Major activities in the euro zone economic crisis, including proposed amendments from European leaders and austerity packages from Italy, topped our transaction of the biggest currency markets headlines.
France and Germany spearheaded negotiations about new fiscal plans for the 17-member euro zone, issuing proposed amendments to Europe’s governing treaties to provide better economic governance to nations. Meeting at Élysée Palace in France, French President Nicolas Sarkozy and German Chancellor Angela Merkel prepared proposals they would deliver to the full European Union Dec. 8. Some proposed amendments include automatic penalties for countries that exceed European deficit limits as well as the creation of a monetary fund for Europe. Sarkozy said he hoped the treaty changes would be ready for ratification as early as March 2012.
On Dec. 4, Italian Prime Minister Mario Monti unveiled for his country a 30-billion euro austerity package, which includes raising taxes and the pension age, in hopes of harnessing the euro zone crisis. He said the package was painful, but important, as he also renounced his own salary as prime minister and economy minister. Late last week, Sarkozy spoke to French voters about the economic slowdown and rising unemployment. His speech came on the heels of remarks from European Commissioner for Economic and Monetary Affairs Olli Rehn about the euro zone entering a “crucial” 10-day period. During this time, nations must focus on building “convincing” financial protections and tightening economic governance, as Sarkozy and Merkel have outlined.
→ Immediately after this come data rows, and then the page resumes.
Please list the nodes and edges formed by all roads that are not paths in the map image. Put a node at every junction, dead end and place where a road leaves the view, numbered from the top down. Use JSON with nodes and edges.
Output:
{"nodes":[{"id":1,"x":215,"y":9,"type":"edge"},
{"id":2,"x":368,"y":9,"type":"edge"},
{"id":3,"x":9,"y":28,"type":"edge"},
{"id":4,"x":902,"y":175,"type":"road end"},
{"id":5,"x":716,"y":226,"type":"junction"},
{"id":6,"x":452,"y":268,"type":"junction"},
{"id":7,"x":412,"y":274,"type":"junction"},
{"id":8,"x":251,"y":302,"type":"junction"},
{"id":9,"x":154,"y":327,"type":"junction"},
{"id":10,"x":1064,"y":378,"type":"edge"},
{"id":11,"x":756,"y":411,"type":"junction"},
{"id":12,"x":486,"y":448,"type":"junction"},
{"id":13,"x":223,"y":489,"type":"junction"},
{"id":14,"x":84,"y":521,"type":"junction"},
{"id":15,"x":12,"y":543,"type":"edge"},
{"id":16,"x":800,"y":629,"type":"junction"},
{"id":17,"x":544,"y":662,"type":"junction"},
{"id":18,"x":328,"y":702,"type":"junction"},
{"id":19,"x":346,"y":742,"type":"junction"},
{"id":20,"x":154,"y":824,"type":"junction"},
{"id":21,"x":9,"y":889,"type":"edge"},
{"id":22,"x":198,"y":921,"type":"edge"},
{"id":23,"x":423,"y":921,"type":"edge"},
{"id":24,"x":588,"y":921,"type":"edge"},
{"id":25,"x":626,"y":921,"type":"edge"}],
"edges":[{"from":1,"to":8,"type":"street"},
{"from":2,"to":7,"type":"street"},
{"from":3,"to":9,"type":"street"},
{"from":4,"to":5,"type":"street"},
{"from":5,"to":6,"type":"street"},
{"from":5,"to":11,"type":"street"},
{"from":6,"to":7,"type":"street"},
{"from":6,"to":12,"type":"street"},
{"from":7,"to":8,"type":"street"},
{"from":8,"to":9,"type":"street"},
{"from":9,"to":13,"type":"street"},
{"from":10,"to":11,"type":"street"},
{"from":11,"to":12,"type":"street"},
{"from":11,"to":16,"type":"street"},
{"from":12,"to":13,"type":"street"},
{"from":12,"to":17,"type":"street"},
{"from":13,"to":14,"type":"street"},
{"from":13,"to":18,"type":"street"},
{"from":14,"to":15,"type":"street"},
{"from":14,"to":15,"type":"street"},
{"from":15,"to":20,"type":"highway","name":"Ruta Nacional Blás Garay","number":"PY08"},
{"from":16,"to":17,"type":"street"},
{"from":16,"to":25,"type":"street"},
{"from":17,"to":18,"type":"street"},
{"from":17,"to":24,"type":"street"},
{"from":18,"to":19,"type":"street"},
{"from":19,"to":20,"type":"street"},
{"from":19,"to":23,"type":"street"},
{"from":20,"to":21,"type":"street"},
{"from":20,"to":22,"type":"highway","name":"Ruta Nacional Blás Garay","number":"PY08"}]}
While Italy, France and Germany devised reforms, Greeks returned to simpler ways of life. Because of Greece’s debt, many inhabitants have defaulted to bartering. In the small fishing village of Volos, which is about 200 miles north of Athens, many residents have been buying and selling goods from each other and vowing to neighbors during harsh economic times. In the United Kingdom, the British pound sterling emerged as a safe haven for investing because demands for British government bonds rose. Investors also turned to the pound sterling because it was up 2.1 percent against the euro since early September.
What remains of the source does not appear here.